Story highlights
A federal judge says Kurt Mix can show prosecutors confidential BP documents
Mix is accused of obstruction of justice in the 2010 Gulf oil spill
He says the documents will clear him of the charges
Prosecutors can't use the records against BP, the judge says
A federal judge says he’ll let a former BP engineer share confidential company documents with prosecutors – who accused him of destroying records of the Deepwater Horizon oil spill – in an attempt to clear his name.
Kurt Mix says BP records will clear him of any wrongdoing, but those records are covered by the company’s attorney-client privilege. In an order issued Tuesday, a federal judge in New Orleans ruled that Mix can share the documents only with federal prosecutors, and under limited circumstances.
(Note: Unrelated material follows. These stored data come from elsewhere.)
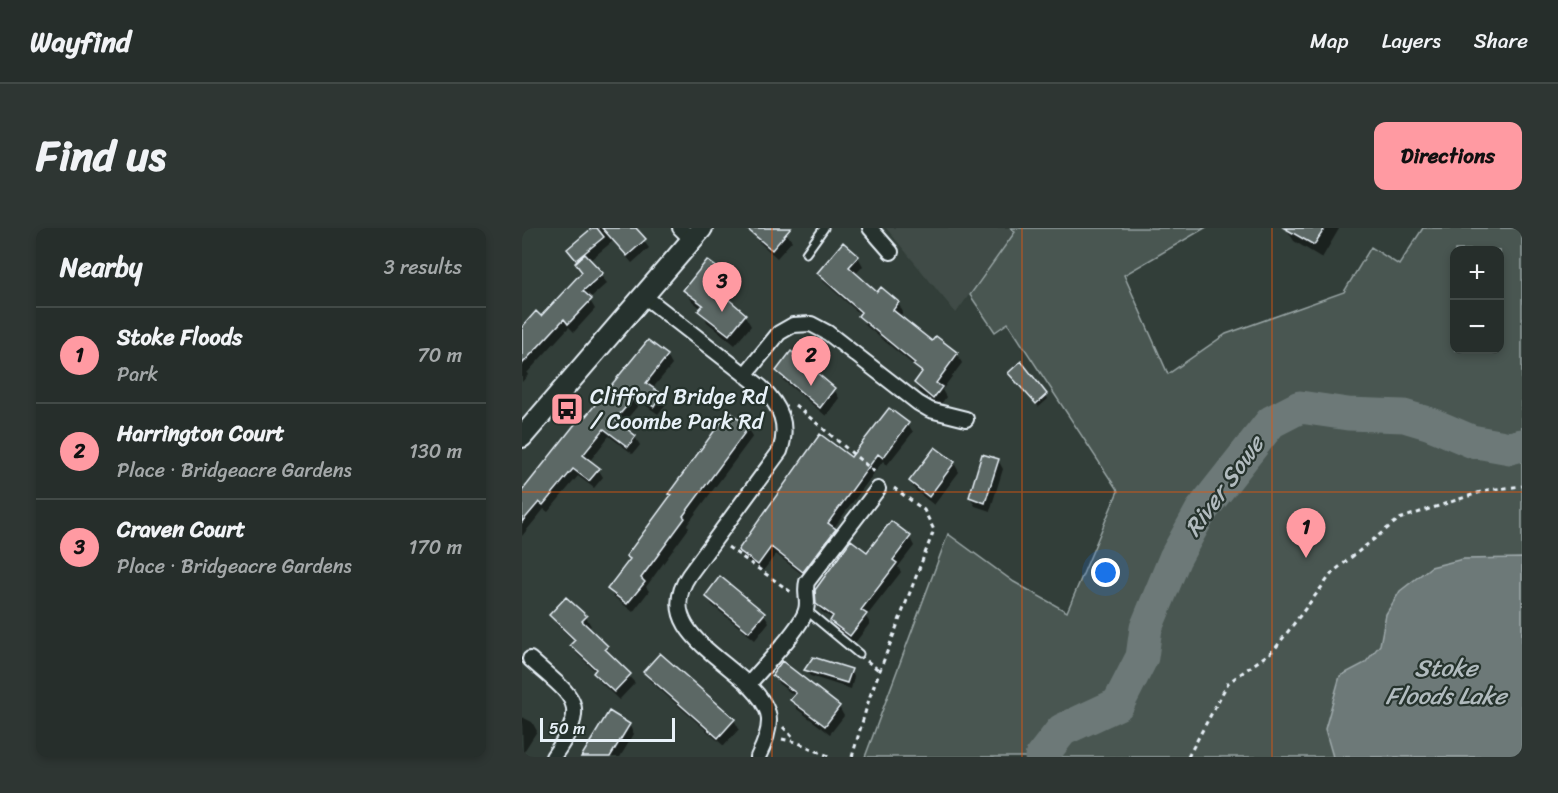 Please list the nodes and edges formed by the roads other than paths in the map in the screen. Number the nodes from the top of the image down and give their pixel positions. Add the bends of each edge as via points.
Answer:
1 (824, 228) edge
2 (870, 228) edge
3 (692, 232) edge
4 (891, 252) dead end
5 (806, 253) dead end
6 (644, 296) junction
7 (745, 375) junction
8 (966, 419) dead end
9 (522, 437) edge
10 (884, 484) road end
11 (806, 610) junction
12 (859, 654) dead end
13 (530, 658) dead end
14 (748, 685) junction
15 (554, 757) edge
16 (758, 757) edge

1 - 5 lane
2 - 4 street
3 - 6 main road
6 - 7 street
6 - 9 main road
7 - 8 street via 779,333 793,325 811,324 918,403
7 - 14 street via 777,405 784,426 783,442 774,460 683,584 679,601 692,635
10 - 11 street via 807,582
11 - 12 lane
11 - 14 street
13 - 15 street via 568,694 575,707 573,727
14 - 16 street via 768,713 765,740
U.S. District Judge Stanwood Duval concluded that letting Mix show prosecutors those records wouldn’t eliminate BP’s right to keep other documents confidential – and he ordered that the Justice Department can’t use them “in any investigation or litigation” against the company.
Mix has been charged with two counts of obstruction of justice in the first criminal case stemming from the 2010 disaster. The Justice Department says he deleted text messages he had been ordered to save, including one that concluded the undersea gusher that erupted on the floor of the Gulf of Mexico was far worse than reported at the time.
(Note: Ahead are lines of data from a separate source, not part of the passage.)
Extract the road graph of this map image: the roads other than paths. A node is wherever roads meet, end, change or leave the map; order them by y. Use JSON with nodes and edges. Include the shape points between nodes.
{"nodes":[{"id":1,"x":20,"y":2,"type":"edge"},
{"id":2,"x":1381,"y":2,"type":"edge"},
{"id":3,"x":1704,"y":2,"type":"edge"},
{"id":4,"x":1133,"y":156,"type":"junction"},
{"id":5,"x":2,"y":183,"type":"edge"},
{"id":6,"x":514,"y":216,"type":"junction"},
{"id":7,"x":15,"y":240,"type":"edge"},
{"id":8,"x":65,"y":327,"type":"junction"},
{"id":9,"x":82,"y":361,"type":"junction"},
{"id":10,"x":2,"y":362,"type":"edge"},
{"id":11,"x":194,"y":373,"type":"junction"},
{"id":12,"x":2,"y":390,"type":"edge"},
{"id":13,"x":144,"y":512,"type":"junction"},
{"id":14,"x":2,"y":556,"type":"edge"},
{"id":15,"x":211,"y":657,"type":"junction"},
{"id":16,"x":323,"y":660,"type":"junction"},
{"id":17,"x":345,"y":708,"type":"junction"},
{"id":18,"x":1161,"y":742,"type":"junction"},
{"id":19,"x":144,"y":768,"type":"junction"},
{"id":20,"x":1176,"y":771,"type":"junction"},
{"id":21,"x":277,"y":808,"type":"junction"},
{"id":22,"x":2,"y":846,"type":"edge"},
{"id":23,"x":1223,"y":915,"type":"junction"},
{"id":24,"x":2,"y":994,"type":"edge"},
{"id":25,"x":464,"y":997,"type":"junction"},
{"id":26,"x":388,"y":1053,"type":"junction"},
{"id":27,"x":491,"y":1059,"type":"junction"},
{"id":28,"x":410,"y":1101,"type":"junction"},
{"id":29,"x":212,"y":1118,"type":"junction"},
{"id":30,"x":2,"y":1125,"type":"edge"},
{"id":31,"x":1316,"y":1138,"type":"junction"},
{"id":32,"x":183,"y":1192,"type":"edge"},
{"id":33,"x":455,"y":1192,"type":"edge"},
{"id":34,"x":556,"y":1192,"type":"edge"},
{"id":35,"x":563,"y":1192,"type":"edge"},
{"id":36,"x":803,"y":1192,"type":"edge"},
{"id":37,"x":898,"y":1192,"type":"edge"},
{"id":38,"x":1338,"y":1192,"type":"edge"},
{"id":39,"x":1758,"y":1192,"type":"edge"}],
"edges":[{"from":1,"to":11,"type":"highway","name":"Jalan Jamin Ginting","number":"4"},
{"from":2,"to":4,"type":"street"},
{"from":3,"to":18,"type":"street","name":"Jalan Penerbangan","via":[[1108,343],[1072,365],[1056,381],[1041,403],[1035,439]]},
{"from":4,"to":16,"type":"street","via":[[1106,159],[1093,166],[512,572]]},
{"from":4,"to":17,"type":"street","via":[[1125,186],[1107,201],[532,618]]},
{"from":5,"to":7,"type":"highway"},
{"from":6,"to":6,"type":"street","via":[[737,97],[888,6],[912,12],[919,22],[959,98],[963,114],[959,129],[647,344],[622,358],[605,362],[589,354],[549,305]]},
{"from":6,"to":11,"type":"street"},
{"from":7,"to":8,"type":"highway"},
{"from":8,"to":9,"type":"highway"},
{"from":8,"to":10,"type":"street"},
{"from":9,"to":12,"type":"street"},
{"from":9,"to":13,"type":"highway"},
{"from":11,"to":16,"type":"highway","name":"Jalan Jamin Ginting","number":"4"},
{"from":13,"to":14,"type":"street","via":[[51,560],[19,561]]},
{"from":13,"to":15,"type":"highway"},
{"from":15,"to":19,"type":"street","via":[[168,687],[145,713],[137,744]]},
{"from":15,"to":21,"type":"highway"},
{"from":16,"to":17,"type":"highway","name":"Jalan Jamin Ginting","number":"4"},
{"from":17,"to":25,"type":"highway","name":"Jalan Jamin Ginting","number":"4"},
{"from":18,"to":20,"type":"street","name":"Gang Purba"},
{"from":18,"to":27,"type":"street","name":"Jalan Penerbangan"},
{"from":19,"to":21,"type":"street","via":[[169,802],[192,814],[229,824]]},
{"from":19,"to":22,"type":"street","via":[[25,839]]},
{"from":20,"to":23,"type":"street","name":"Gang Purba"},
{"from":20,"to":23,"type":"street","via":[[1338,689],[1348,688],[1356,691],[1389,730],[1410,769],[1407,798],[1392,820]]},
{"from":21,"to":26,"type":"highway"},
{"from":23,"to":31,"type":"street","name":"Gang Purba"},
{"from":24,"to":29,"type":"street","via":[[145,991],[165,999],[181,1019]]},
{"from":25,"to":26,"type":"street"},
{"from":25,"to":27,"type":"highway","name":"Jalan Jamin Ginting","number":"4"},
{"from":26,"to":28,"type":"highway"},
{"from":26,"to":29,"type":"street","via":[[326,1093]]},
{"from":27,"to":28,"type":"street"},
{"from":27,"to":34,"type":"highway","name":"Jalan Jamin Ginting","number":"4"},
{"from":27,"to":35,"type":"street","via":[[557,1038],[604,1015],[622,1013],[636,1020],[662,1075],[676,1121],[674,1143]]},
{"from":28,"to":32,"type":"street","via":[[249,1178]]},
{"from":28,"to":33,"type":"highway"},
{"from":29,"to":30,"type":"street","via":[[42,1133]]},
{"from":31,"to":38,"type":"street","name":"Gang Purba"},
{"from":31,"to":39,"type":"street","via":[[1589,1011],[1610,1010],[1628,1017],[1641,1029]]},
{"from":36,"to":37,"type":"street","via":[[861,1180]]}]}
BP said it would have no comment on the ruling, while Mix’s lawyer didn’t return a phone call seeking comment. There was no response from the Justice Department – but in court papers filed in May, prosecutors discounted Mix’s assertion that the documents would provide “compelling and unambiguous” evidence of his innocence.
“It does not appear from the defendant’s description of the information he seeks to use that the information actually concerns his deletion of texts,” they wrote.
Duval wrote that he reviewed the documents in his chambers, and that they “may indeed provide evidence that could lead a reasonable juror to find that Mix did not have the requisite dishonest intent to convict him on these charges.” But he said it was “impossible at this time” to decide whether they could be used as evidence in Mix’s trial, currently set for February.
BP had assigned Mix to help estimate the size of the 2010 spill, ultimately calculated at nearly 5 million barrels of crude. Prosecutors said one of the messages investigators recovered from his phone included “real-time flow-rate analysis” during an effort to plug the damaged well – data that contradicted the company’s public statements about the ongoing disaster. The size of the spill will determine what penalties BP ends up paying for the disaster, which began with an explosion aboard the Deepwater Horizon drill rig that killed 11 workers.
In April, BP announced that it had reached an estimated at $7.8 billion settlement with thousands of businesses and individuals who filed damage claims in the wake of the spill. A federal criminal investigation of the disaster is ongoing.